As requested, here's the code I ended up going with.
The work is set up in a master-detail configuration, and each master is processed as a batch. Each unit of work is queued up in this fashion:
var success = true;
// Start processing all the master records.
Master master;
while (null != (master = await StoredProcedures.ClaimRecordsAsync(...)))
{
await masterBuffer.SendAsync(master);
}
// Finished sending master records
masterBuffer.Complete();
// Now, wait for all the batches to complete.
await batchAction.Completion;
return success;
Masters are buffered one at a time to save work for other outside processes. The details for each master are dispatched for work via the masterTransform TransformManyBlock. A BatchedJoinBlock is also created to collect the details in one batch.
The actual work is done in the detailTransform TransformBlock, asynchronously, 150 at a time. BoundedCapacity is set to 300 to ensure that too many Masters don't get buffered at the beginning of the chain, while also leaving room for enough detail records to be queued to allow 150 records to be processed at one time. The block outputs an object to its targets, because it's filtered across the links depending on whether it's a Detail or Exception.
The batchAction ActionBlock collects the output from all the batches, and performs bulk database updates, error logging, etc. for each batch.
There will be several BatchedJoinBlocks, one for each master. Since each ISourceBlock is output sequentially and each batch only accepts the number of detail records associated with one master, the batches will be processed in order. Each block only outputs one group, and is unlinked on completion. Only the last batch block propagates its completion to the final ActionBlock.
The dataflow network:
// The dataflow network
BufferBlock<Master> masterBuffer = null;
TransformManyBlock<Master, Detail> masterTransform = null;
TransformBlock<Detail, object> detailTransform = null;
ActionBlock<Tuple<IList<object>, IList<object>>> batchAction = null;
// Buffer master records to enable efficient throttling.
masterBuffer = new BufferBlock<Master>(new DataflowBlockOptions { BoundedCapacity = 1 });
// Sequentially transform master records into a stream of detail records.

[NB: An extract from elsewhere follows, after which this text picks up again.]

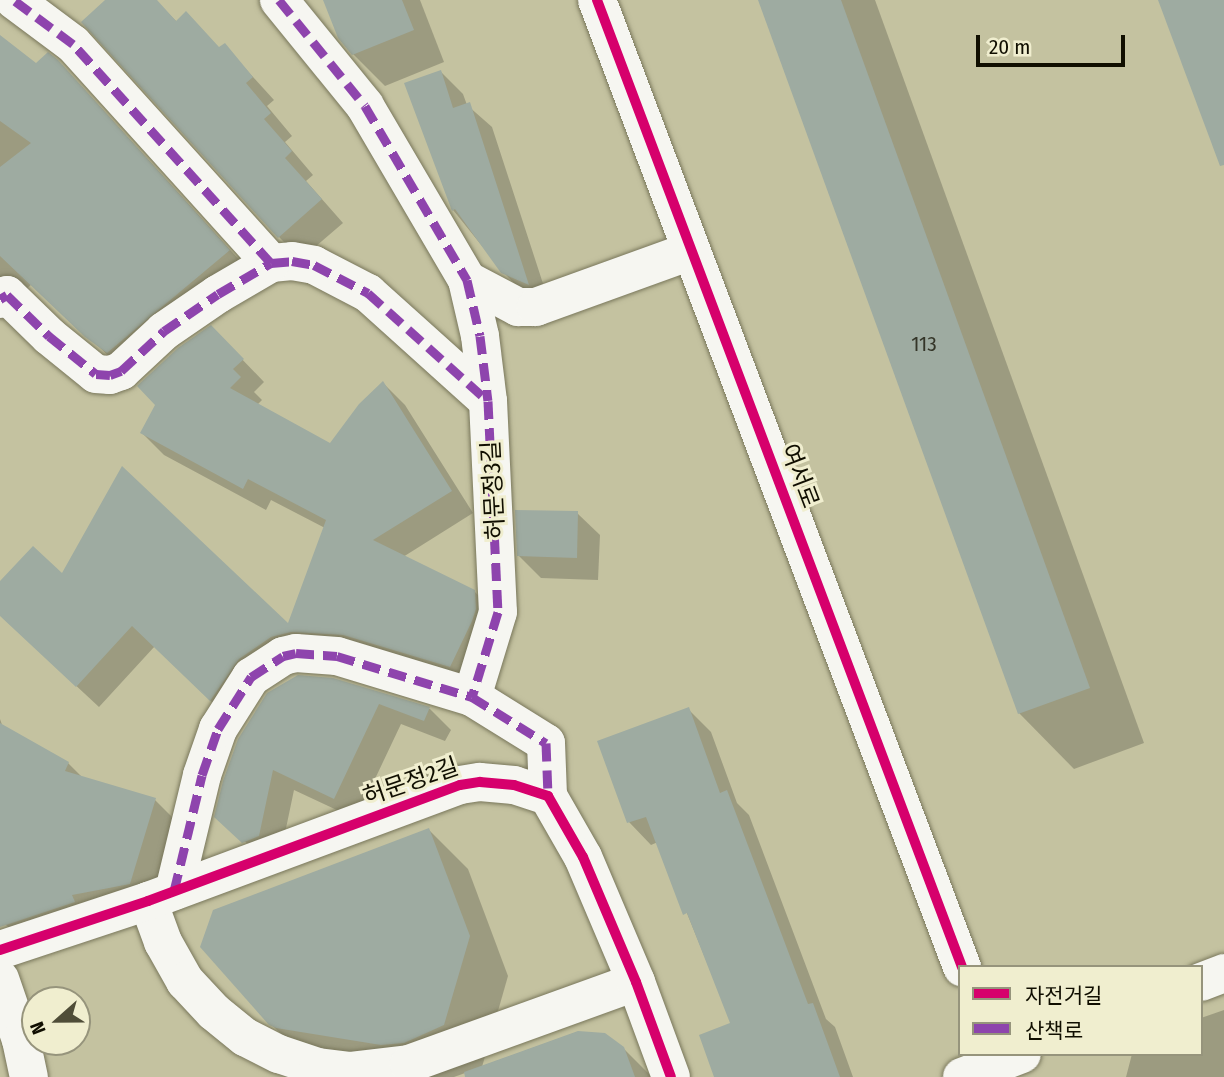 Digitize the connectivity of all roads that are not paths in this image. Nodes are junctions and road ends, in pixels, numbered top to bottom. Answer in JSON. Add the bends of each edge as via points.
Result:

masterTransform = new TransformManyBlock<Master, Detail>(async masterRecord =>
{
var records = await StoredProcedures.GetObjectsAsync(masterRecord);
// Filter the master records based on some criteria here
var filteredRecords = records;
// Only propagate completion to the last batch
var propagateCompletion = masterBuffer.Completion.IsCompleted && masterTransform.InputCount == 0;
// Create a batch join block to encapsulate the results of the master record.
var batchjoinblock = new BatchedJoinBlock<object, object>(records.Count(), new GroupingDataflowBlockOptions { MaxNumberOfGroups = 1 });
// Add the batch block to the detail transform pipeline's link queue, and link the batch block to the the batch action block.
var detailLink1 = detailTransform.LinkTo(batchjoinblock.Target1, detailResult => detailResult is Detail);
var detailLink2 = detailTransform.LinkTo(batchjoinblock.Target2, detailResult => detailResult is Exception);
var batchLink = batchjoinblock.LinkTo(batchAction, new DataflowLinkOptions { PropagateCompletion = propagateCompletion });
// Unlink batchjoinblock upon completion.
// (the returned task does not need to be awaited, despite the warning.)
batchjoinblock.Completion.ContinueWith(task =>
{
detailLink1.Dispose();
detailLink2.Dispose();
batchLink.Dispose();
});
return filteredRecords;
}, new ExecutionDataflowBlockOptions { BoundedCapacity = 1 });
// Process each detail record asynchronously, 150 at a time.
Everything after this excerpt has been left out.